Drop every picture and give the entries back exactly.

=== MATERIAL PROVIDED ===
»»

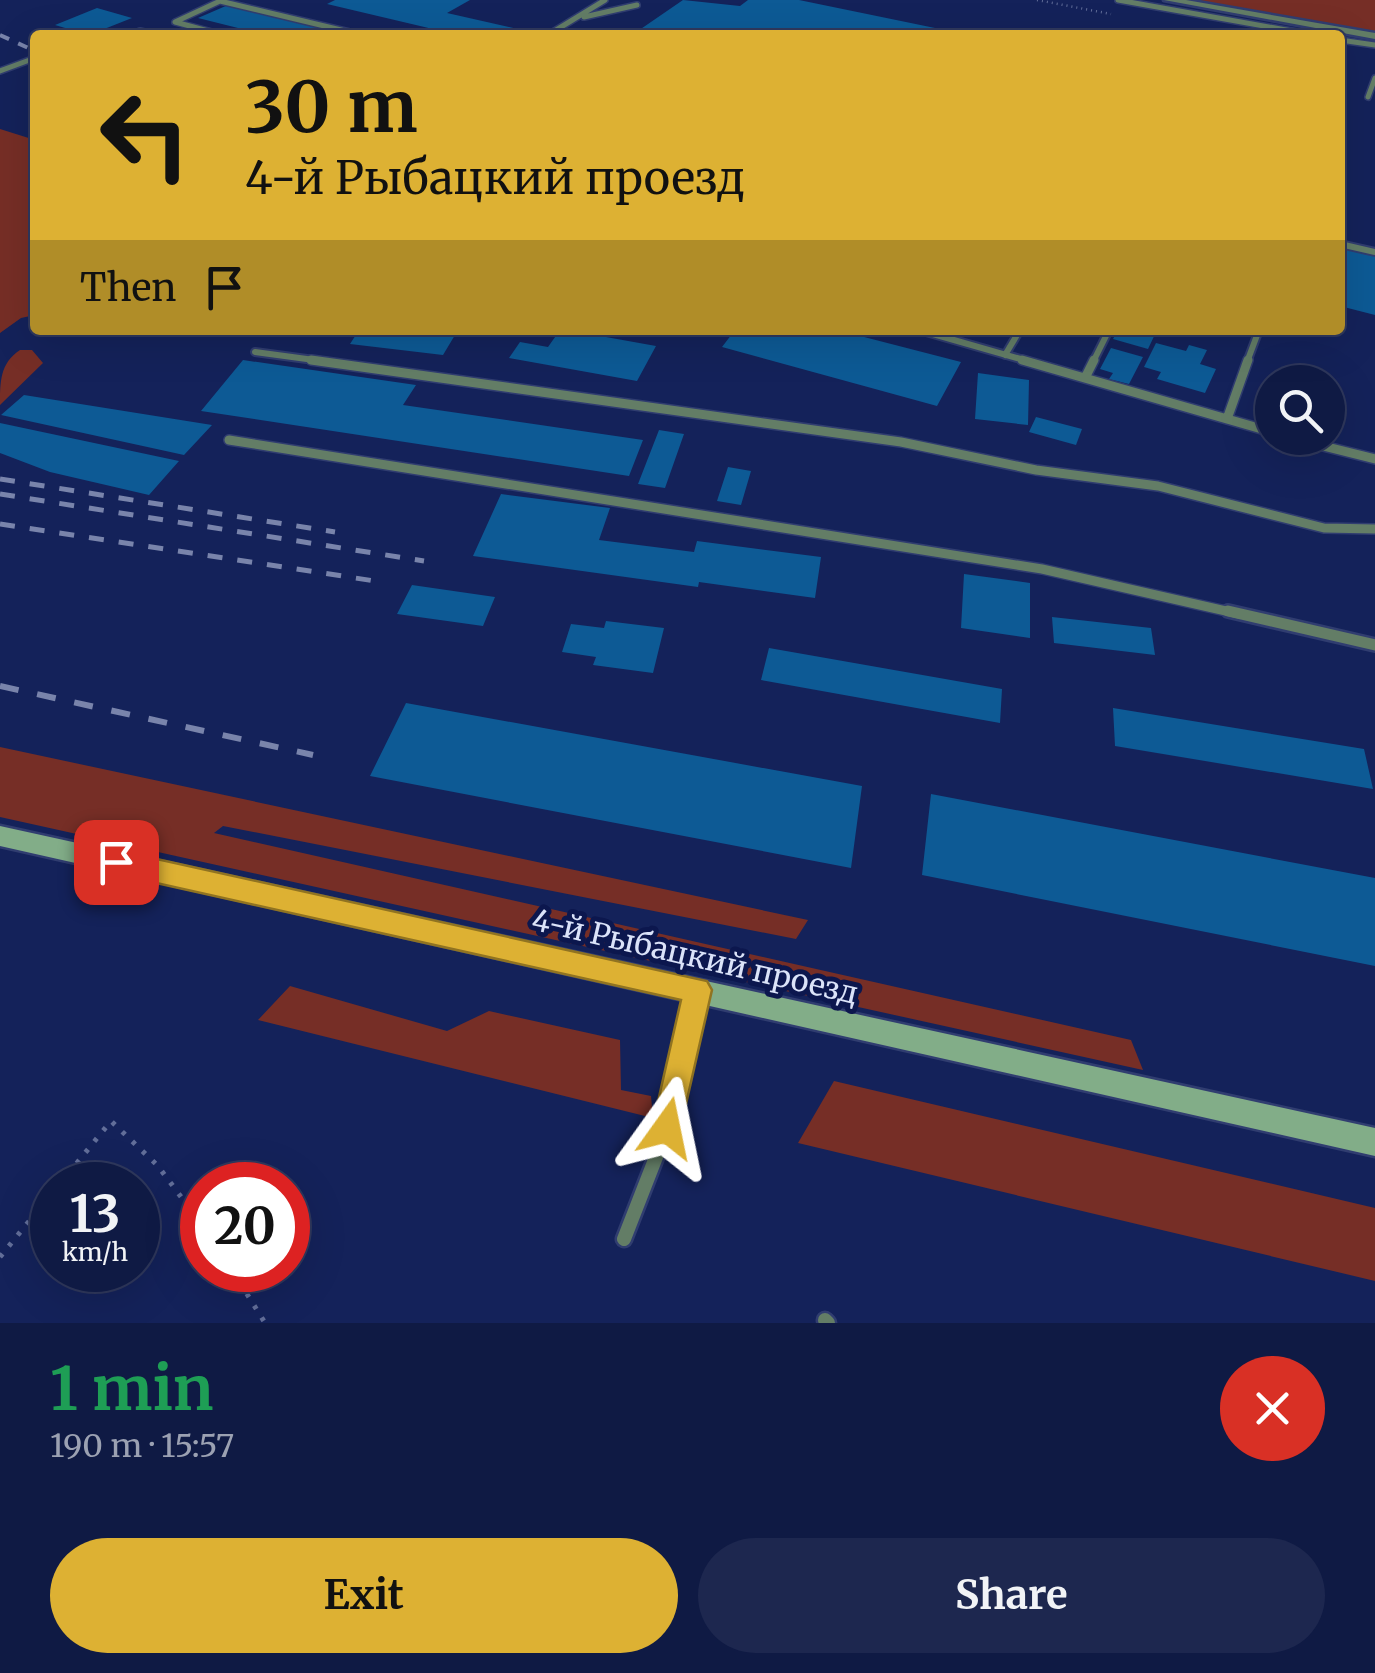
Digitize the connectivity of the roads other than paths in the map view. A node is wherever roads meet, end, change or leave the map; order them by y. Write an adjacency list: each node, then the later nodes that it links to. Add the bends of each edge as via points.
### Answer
1 (605, 0): 5 (lane)
2 (1118, 0): 9 (lane)
3 (1169, 0): 10 (street)
4 (637, 5): 5 (lane)
5 (574, 19): 8 (lane)
6 (204, 30): 7 (lane, via 175,22 220,2)
7 (340, 30)
8 (556, 30)
9 (1286, 30)
10 (1341, 30)
11 (1345, 31): 12 (street)
12 (1375, 36)
13 (1345, 41): 14 (lane)
14 (1375, 45)
15 (30, 60): 16 (lane)
16 (0, 71)
17 (1375, 78): 18 (lane)
18 (1368, 96)
19 (1345, 245): 20 (lane)
20 (1375, 252)
21 (936, 335): 26 (lane)
22 (1017, 335): 26 (lane)
23 (1106, 335): 27 (lane)
24 (1258, 335): 28 (lane)
25 (255, 352): 33 (lane, via 901,442 1158,486 1324,528)
26 (1004, 355): 27 (lane)
27 (1084, 378): 28 (lane)
28 (1227, 419): 29 (lane)
29 (1255, 427)
30 (229, 440): 34 (lane, via 1042,569)
31 (1345, 451): 32 (lane)
32 (1375, 458)
33 (1375, 528)
34 (1375, 645)
35 (0, 836): 36 (street, 4-й Рыбацкий проезд)
36 (697, 990): 37 (street, 4-й Рыбацкий проезд); 38 (lane, via 667,1128)
37 (1375, 1142)
38 (624, 1239)

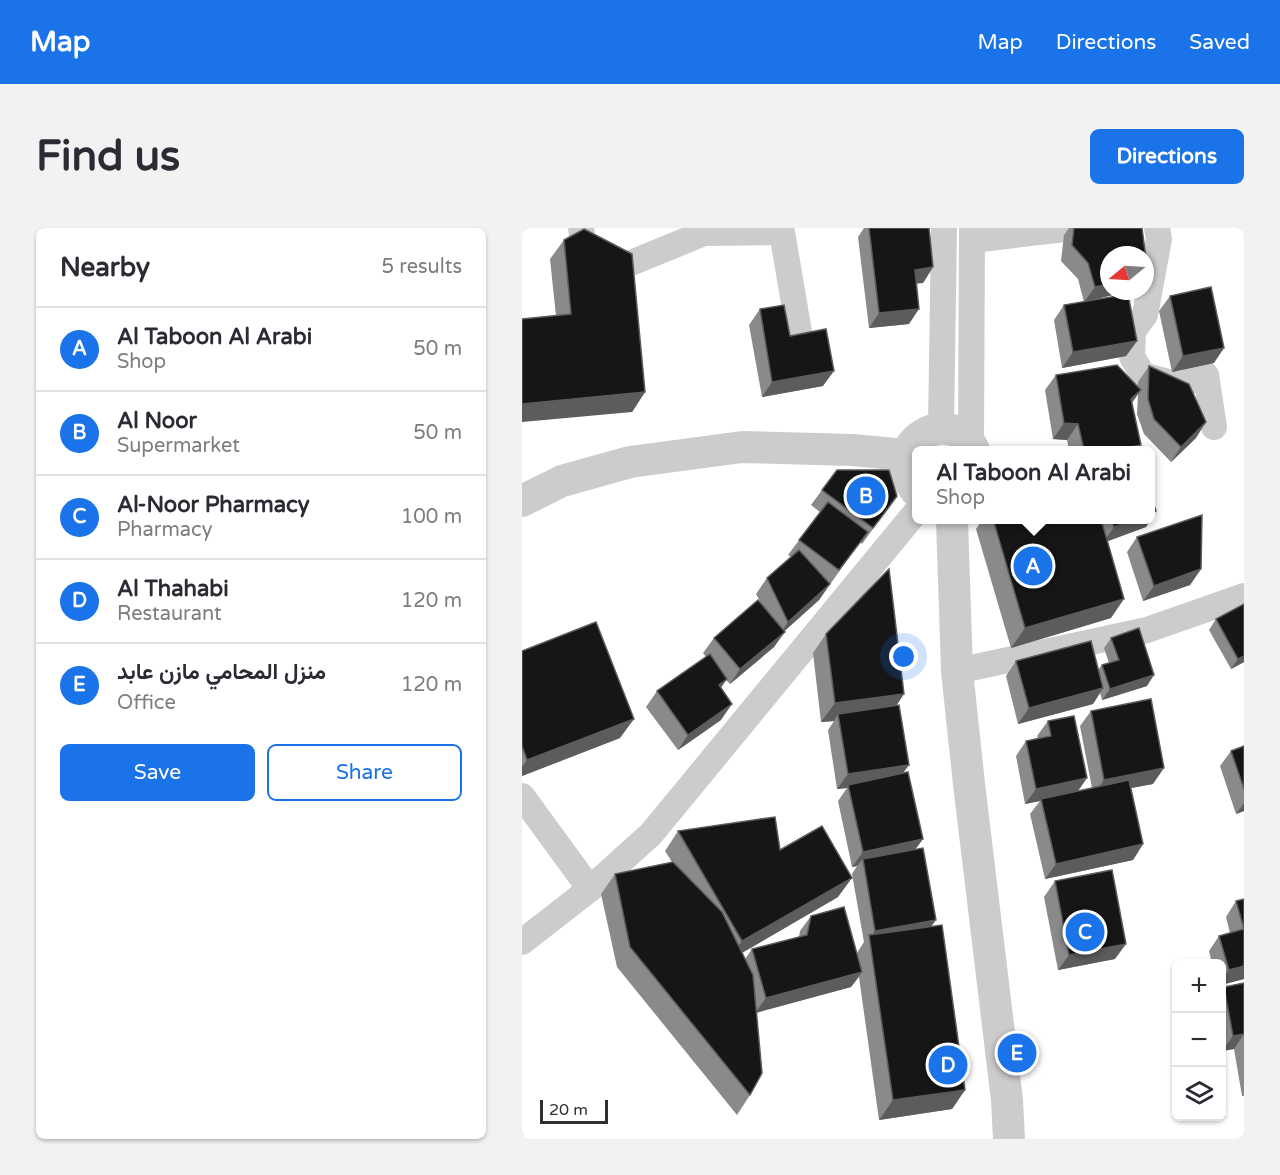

««

=== RESPONSE ===
Digitize the connectivity of the roads other than paths in the map view. A node is wherever roads meet, end, change or leave the map; order them by y. Write an adjacency list: each node, then the later nodes that it links to. Add the bends of each edge as via points.
### Answer
1 (605, 0): 5 (lane)
2 (1118, 0): 9 (lane)
3 (1169, 0): 10 (street)
4 (637, 5): 5 (lane)
5 (574, 19): 8 (lane)
6 (204, 30): 7 (lane, via 175,22 220,2)
7 (340, 30)
8 (556, 30)
9 (1286, 30)
10 (1341, 30)
11 (1345, 31): 12 (street)
12 (1375, 36)
13 (1345, 41): 14 (lane)
14 (1375, 45)
15 (30, 60): 16 (lane)
16 (0, 71)
17 (1375, 78): 18 (lane)
18 (1368, 96)
19 (1345, 245): 20 (lane)
20 (1375, 252)
21 (936, 335): 26 (lane)
22 (1017, 335): 26 (lane)
23 (1106, 335): 27 (lane)
24 (1258, 335): 28 (lane)
25 (255, 352): 33 (lane, via 901,442 1158,486 1324,528)
26 (1004, 355): 27 (lane)
27 (1084, 378): 28 (lane)
28 (1227, 419): 29 (lane)
29 (1255, 427)
30 (229, 440): 34 (lane, via 1042,569)
31 (1345, 451): 32 (lane)
32 (1375, 458)
33 (1375, 528)
34 (1375, 645)
35 (0, 836): 36 (street, 4-й Рыбацкий проезд)
36 (697, 990): 37 (street, 4-й Рыбацкий проезд); 38 (lane, via 667,1128)
37 (1375, 1142)
38 (624, 1239)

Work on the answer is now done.